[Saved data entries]
= Beginning of Section =
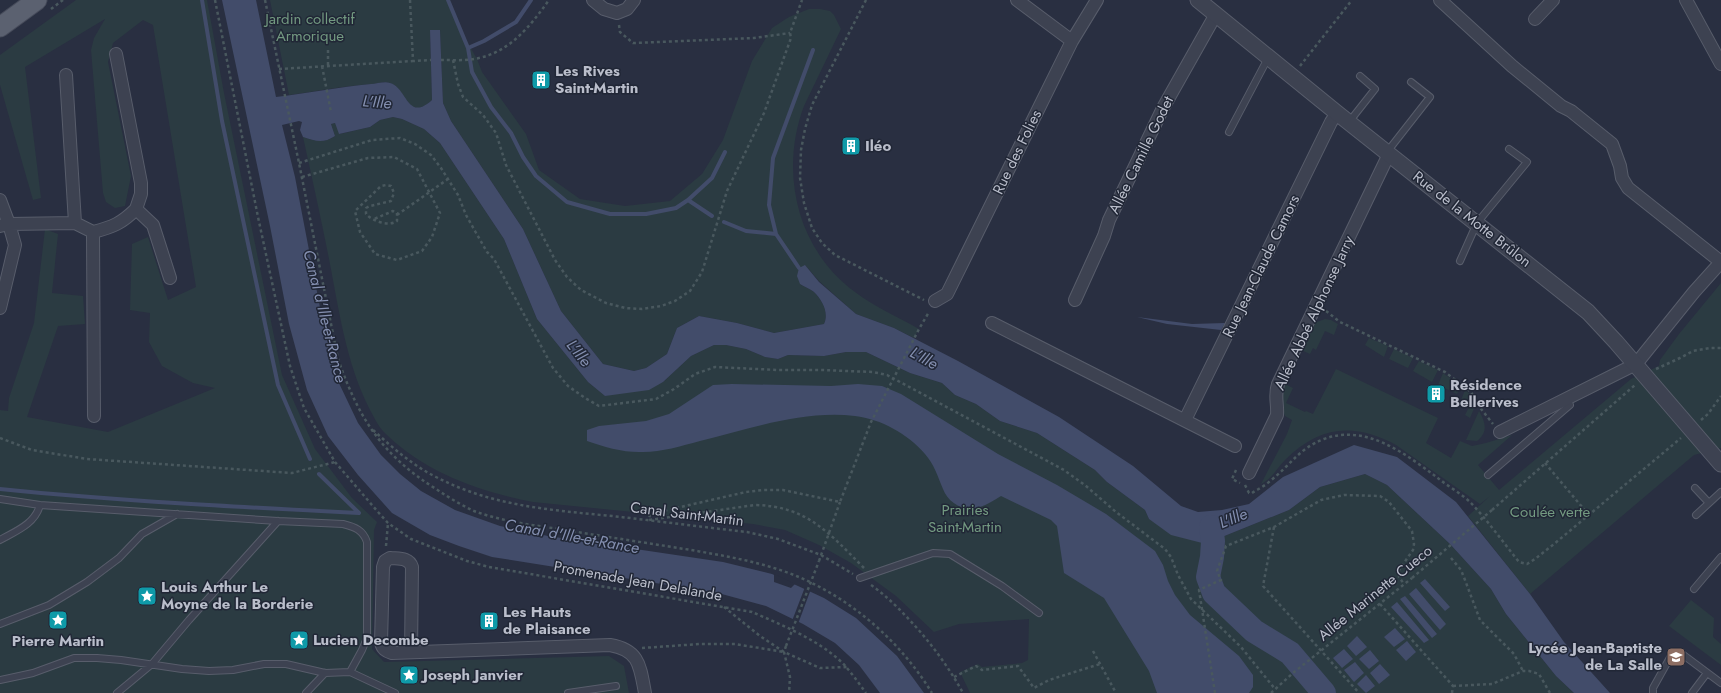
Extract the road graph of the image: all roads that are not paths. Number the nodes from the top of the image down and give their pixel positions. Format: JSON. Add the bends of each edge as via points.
{"nodes":[{"id":1,"x":37,"y":0,"type":"edge"},
{"id":2,"x":593,"y":0,"type":"edge"},
{"id":3,"x":634,"y":0,"type":"edge"},
{"id":4,"x":1018,"y":0,"type":"edge"},
{"id":5,"x":1096,"y":0,"type":"edge"},
{"id":6,"x":1198,"y":0,"type":"edge"},
{"id":7,"x":1440,"y":0,"type":"edge"},
{"id":8,"x":1553,"y":0,"type":"edge"},
{"id":9,"x":1686,"y":0,"type":"edge"},
{"id":10,"x":1216,"y":14,"type":"junction"},
{"id":11,"x":1535,"y":19,"type":"dead end"},
{"id":12,"x":0,"y":27,"type":"edge"},
{"id":13,"x":1072,"y":41,"type":"junction"},
{"id":14,"x":116,"y":54,"type":"dead end"},
{"id":15,"x":1268,"y":57,"type":"junction"},
{"id":16,"x":1721,"y":64,"type":"edge"},
{"id":17,"x":66,"y":75,"type":"dead end"},
{"id":18,"x":1360,"y":76,"type":"dead end"},
{"id":19,"x":1411,"y":82,"type":"dead end"},
{"id":20,"x":1343,"y":117,"type":"junction"},
{"id":21,"x":1229,"y":132,"type":"dead end"},
{"id":22,"x":1509,"y":149,"type":"dead end"},
{"id":23,"x":1388,"y":153,"type":"junction"},
{"id":24,"x":0,"y":200,"type":"edge"},
{"id":25,"x":136,"y":209,"type":"junction"},
{"id":26,"x":76,"y":223,"type":"junction"},
{"id":27,"x":1477,"y":223,"type":"junction"},
{"id":28,"x":4,"y":225,"type":"edge"},
{"id":29,"x":94,"y":232,"type":"junction"},
{"id":30,"x":1460,"y":261,"type":"dead end"},
{"id":31,"x":1721,"y":262,"type":"edge"},
{"id":32,"x":170,"y":278,"type":"dead end"},
{"id":33,"x":1075,"y":300,"type":"dead end"},
{"id":34,"x":935,"y":301,"type":"road end"},
{"id":35,"x":0,"y":308,"type":"edge"},
{"id":36,"x":992,"y":323,"type":"dead end"},
{"id":37,"x":1636,"y":364,"type":"junction"},
{"id":38,"x":1567,"y":398,"type":"junction"},
{"id":39,"x":94,"y":416,"type":"dead end"},
{"id":40,"x":1185,"y":420,"type":"junction"},
{"id":41,"x":1500,"y":432,"type":"road end"},
{"id":42,"x":1236,"y":446,"type":"dead end"},
{"id":43,"x":1721,"y":464,"type":"edge"},
{"id":44,"x":1249,"y":473,"type":"dead end"},
{"id":45,"x":1488,"y":475,"type":"dead end"},
{"id":46,"x":1696,"y":488,"type":"dead end"},
{"id":47,"x":1721,"y":492,"type":"edge"},
{"id":48,"x":0,"y":499,"type":"edge"},
{"id":49,"x":1709,"y":503,"type":"junction"},
{"id":50,"x":40,"y":505,"type":"junction"},
{"id":51,"x":177,"y":514,"type":"junction"},
{"id":52,"x":1696,"y":515,"type":"dead end"},
{"id":53,"x":278,"y":521,"type":"junction"},
{"id":54,"x":0,"y":540,"type":"edge"},
{"id":55,"x":1721,"y":557,"type":"edge"},
{"id":56,"x":860,"y":578,"type":"road end"},
{"id":57,"x":1694,"y":589,"type":"dead end"},
{"id":58,"x":1039,"y":613,"type":"dead end"},
{"id":59,"x":0,"y":624,"type":"edge"},
{"id":60,"x":411,"y":652,"type":"junction"},
{"id":61,"x":152,"y":664,"type":"junction"},
{"id":62,"x":350,"y":672,"type":"junction"},
{"id":63,"x":325,"y":673,"type":"junction"},
{"id":64,"x":1708,"y":673,"type":"junction"},
{"id":65,"x":0,"y":680,"type":"edge"},
{"id":66,"x":1721,"y":683,"type":"edge"},
{"id":67,"x":616,"y":686,"type":"dead end"},
{"id":68,"x":117,"y":693,"type":"edge"},
{"id":69,"x":306,"y":693,"type":"edge"},
{"id":70,"x":395,"y":693,"type":"edge"},
{"id":71,"x":568,"y":693,"type":"edge"},
{"id":72,"x":645,"y":693,"type":"edge"},
{"id":73,"x":1653,"y":693,"type":"edge"},
{"id":74,"x":1692,"y":693,"type":"edge"}],
"edges":[{"from":1,"to":12,"type":"main road"},
{"from":2,"to":3,"type":"street","via":[[617,14],[627,9]]},
{"from":4,"to":13,"type":"street"},
{"from":5,"to":13,"type":"street","name":"Rue des Folies"},
{"from":6,"to":10,"type":"street","name":"Rue de la Motte Brûlon"},
{"from":7,"to":31,"type":"street","via":[[1512,66],[1612,144],[1622,178],[1628,188]]},
{"from":8,"to":11,"type":"street"},
{"from":9,"to":16,"type":"street"},
{"from":10,"to":15,"type":"street","name":"Rue de la Motte Brûlon"},
{"from":10,"to":33,"type":"street","name":"Allée Camille Godet","via":[[1163,108],[1109,220]]},
{"from":13,"to":34,"type":"street","name":"Rue des Folies","via":[[947,294]]},
{"from":14,"to":25,"type":"street","via":[[141,183],[141,194]]},
{"from":15,"to":20,"type":"street","name":"Rue de la Motte Brûlon"},
{"from":15,"to":21,"type":"lane"},
{"from":17,"to":26,"type":"street"},
{"from":18,"to":20,"type":"lane","via":[[1375,88]]},
{"from":19,"to":23,"type":"lane","via":[[1430,97]]},
{"from":20,"to":23,"type":"street","name":"Rue de la Motte Brûlon"},
{"from":20,"to":40,"type":"street","name":"Rue Jean-Claude Camors","via":[[1327,129]]},
{"from":22,"to":27,"type":"lane","via":[[1527,162]]},
{"from":23,"to":27,"type":"street","name":"Rue de la Motte Brûlon"},
{"from":23,"to":44,"type":"street","name":"Allée Abbé Alphonse Jarry","via":[[1278,384],[1275,393],[1277,415]]},
{"from":24,"to":28,"type":"street"},
{"from":25,"to":29,"type":"street","via":[[114,227]]},
{"from":25,"to":32,"type":"street","via":[[154,225]]},
{"from":26,"to":28,"type":"street"},
{"from":26,"to":29,"type":"street"},
{"from":27,"to":30,"type":"lane"},
{"from":27,"to":37,"type":"street","name":"Rue de la Motte Brûlon","via":[[1588,312]]},
{"from":28,"to":35,"type":"street","via":[[15,245]]},
{"from":29,"to":39,"type":"street"},
{"from":31,"to":37,"type":"street"},
{"from":36,"to":40,"type":"street"},
{"from":37,"to":38,"type":"street"},
{"from":37,"to":43,"type":"street","name":"Rue de la Motte Brûlon"},
{"from":38,"to":41,"type":"street"},
{"from":38,"to":45,"type":"lane","via":[[1570,405]]},
{"from":40,"to":42,"type":"street"},
{"from":46,"to":49,"type":"lane"},
{"from":47,"to":49,"type":"lane"},
{"from":48,"to":50,"type":"lane"},
{"from":49,"to":52,"type":"lane"},
{"from":50,"to":51,"type":"lane"},
{"from":50,"to":54,"type":"lane","via":[[28,525]]},
{"from":51,"to":53,"type":"lane"},
{"from":51,"to":59,"type":"lane","via":[[142,534],[119,558],[87,582],[49,605]]},
{"from":53,"to":61,"type":"lane"},
{"from":53,"to":62,"type":"lane","via":[[343,524],[361,531],[365,536],[367,638]]},
{"from":55,"to":57,"type":"lane"},
{"from":56,"to":58,"type":"lane","via":[[933,553],[950,554],[1002,586]]},
{"from":60,"to":60,"type":"street","via":[[392,653],[382,647],[383,567],[385,561],[390,558],[411,563]]},
{"from":60,"to":72,"type":"street","via":[[620,646],[640,664]]},
{"from":61,"to":63,"type":"lane","via":[[209,671],[286,664]]},
{"from":61,"to":65,"type":"lane","via":[[74,658],[33,673]]},
{"from":61,"to":68,"type":"lane"},
{"from":62,"to":63,"type":"lane"},
{"from":62,"to":70,"type":"lane"},
{"from":63,"to":69,"type":"lane"},
{"from":64,"to":66,"type":"lane"},
{"from":64,"to":73,"type":"lane","via":[[1682,654],[1672,654],[1653,688]]},
{"from":64,"to":74,"type":"lane"},
{"from":67,"to":71,"type":"lane"}]}
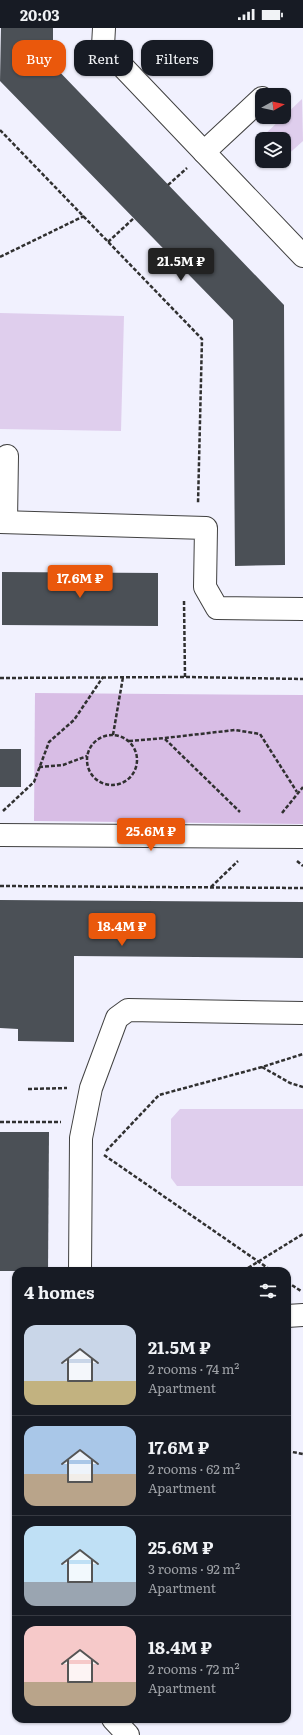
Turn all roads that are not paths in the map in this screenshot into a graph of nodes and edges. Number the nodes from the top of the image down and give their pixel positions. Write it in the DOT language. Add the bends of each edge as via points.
graph roads {
  1 [pos="104,28"];
  2 [pos="255,104"];
  3 [pos="204,152"];
  4 [pos="303,256"];
  5 [pos="7,456"];
  6 [pos="3,522"];
  7 [pos="303,609"];
  8 [pos="0,835"];
  9 [pos="303,837"];
  10 [pos="303,1013"];
  11 [pos="80,1267"];
  12 [pos="303,1315"];
  13 [pos="291,1316"];
  14 [pos="117,1723"];
  15 [pos="128,1735"];
  1 -- 3 [label="street" via="103,46"];
  2 -- 3 [label="street"];
  3 -- 4 [label="street"];
  5 -- 6 [label="street"];
  6 -- 7 [label="street" via="206,528 205,587 217,608"];
  8 -- 9 [label="street"];
  10 -- 11 [label="street" via="128,1010 117,1018 91,1088 81,1138"];
  12 -- 13 [label="street"];
  14 -- 15 [label="street"];
}
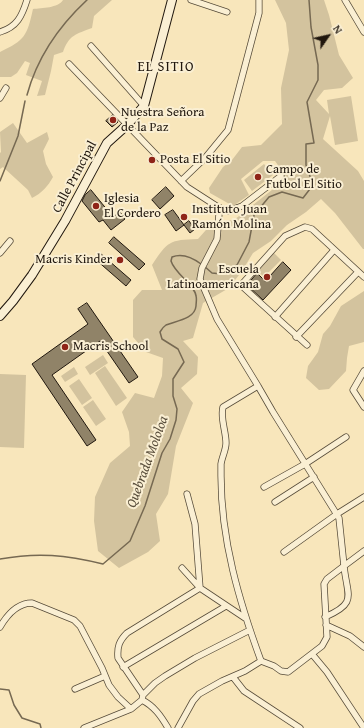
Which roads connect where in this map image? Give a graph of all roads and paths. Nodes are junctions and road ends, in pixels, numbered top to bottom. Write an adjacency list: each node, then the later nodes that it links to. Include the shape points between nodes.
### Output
1 (27, 0): 7 (street, via 16,24)
2 (172, 0): 13 (street, Calle Principal)
3 (191, 0): 6 (street)
4 (259, 0): 16 (street, via 259,13 228,130 205,158)
5 (345, 0): 8 (street)
6 (226, 12)
7 (0, 32)
8 (364, 32)
9 (91, 46): 13 (street)
10 (69, 64): 14 (street)
11 (6, 88): 12 (street)
12 (0, 98)
13 (144, 106): 14 (street, Calle Principal)
14 (127, 124): 16 (street); 23 (street, Calle Principal, via 107,142 65,221 32,275)
15 (281, 176): 17 (street, via 238,208 228,211)
16 (181, 180): 17 (street, via 187,187)
17 (218, 207): 28 (street, via 217,239 202,268 200,279 218,319)
18 (10, 241): 20 (street)
19 (334, 250): 21 (street); 24 (street); 24 (street, via 312,229 305,227 285,236 247,278 242,286)
20 (0, 253)
21 (358, 272): 22 (street); 25 (street)
22 (364, 277)
23 (0, 316)
24 (275, 317): 25 (street)
25 (296, 337): 26 (street)
26 (307, 345)
27 (364, 371): 29 (street, via 353,390)
28 (258, 386): 31 (street); 45 (street, via 222,407 221,412 226,444 221,464 224,522)
29 (364, 407)
30 (346, 437): 31 (street)
31 (305, 464): 32 (street); 33 (street)
32 (314, 477): 36 (street); 37 (street)
33 (264, 487)
34 (187, 494): 42 (street, via 195,524)
35 (364, 497): 37 (street)
36 (275, 502)
37 (337, 514): 39 (street); 40 (street)
38 (364, 551): 40 (street)
39 (284, 552)
40 (344, 566): 44 (street, via 324,584); 44 (street, via 348,601 339,611)
41 (182, 568): 42 (street)
42 (200, 588): 43 (street); 52 (street, via 121,639 117,651)
43 (226, 606): 45 (street); 52 (street)
44 (325, 617): 46 (street)
45 (245, 618): 48 (street)
46 (326, 625): 49 (street, via 350,636); 50 (street, via 327,637 322,646)
47 (0, 627): 53 (street, via 12,611 26,603 32,603 74,620 86,634)
48 (250, 630): 51 (street); 56 (street, via 165,676)
49 (364, 647)
50 (312, 654): 51 (street, via 288,672); 62 (street)
51 (261, 661): 54 (street)
52 (123, 667): 56 (street)
53 (105, 676): 55 (street); 57 (street, via 118,697)
54 (233, 677): 60 (street, via 199,694); 61 (street, via 244,691)
55 (75, 689)
56 (143, 697): 57 (street); 59 (street, via 161,716)
57 (131, 708): 58 (street)
58 (84, 728)
59 (168, 728)
60 (178, 728)
61 (300, 728)
62 (364, 728)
= End of Section =
**Work to be completed**
Show all lines in the records above that hold "Folies".

**Answer section**
{"from":5,"to":13,"type":"street","name":"Rue des Folies"},
{"from":13,"to":34,"type":"street","name":"Rue des Folies","via":[[947,294]]},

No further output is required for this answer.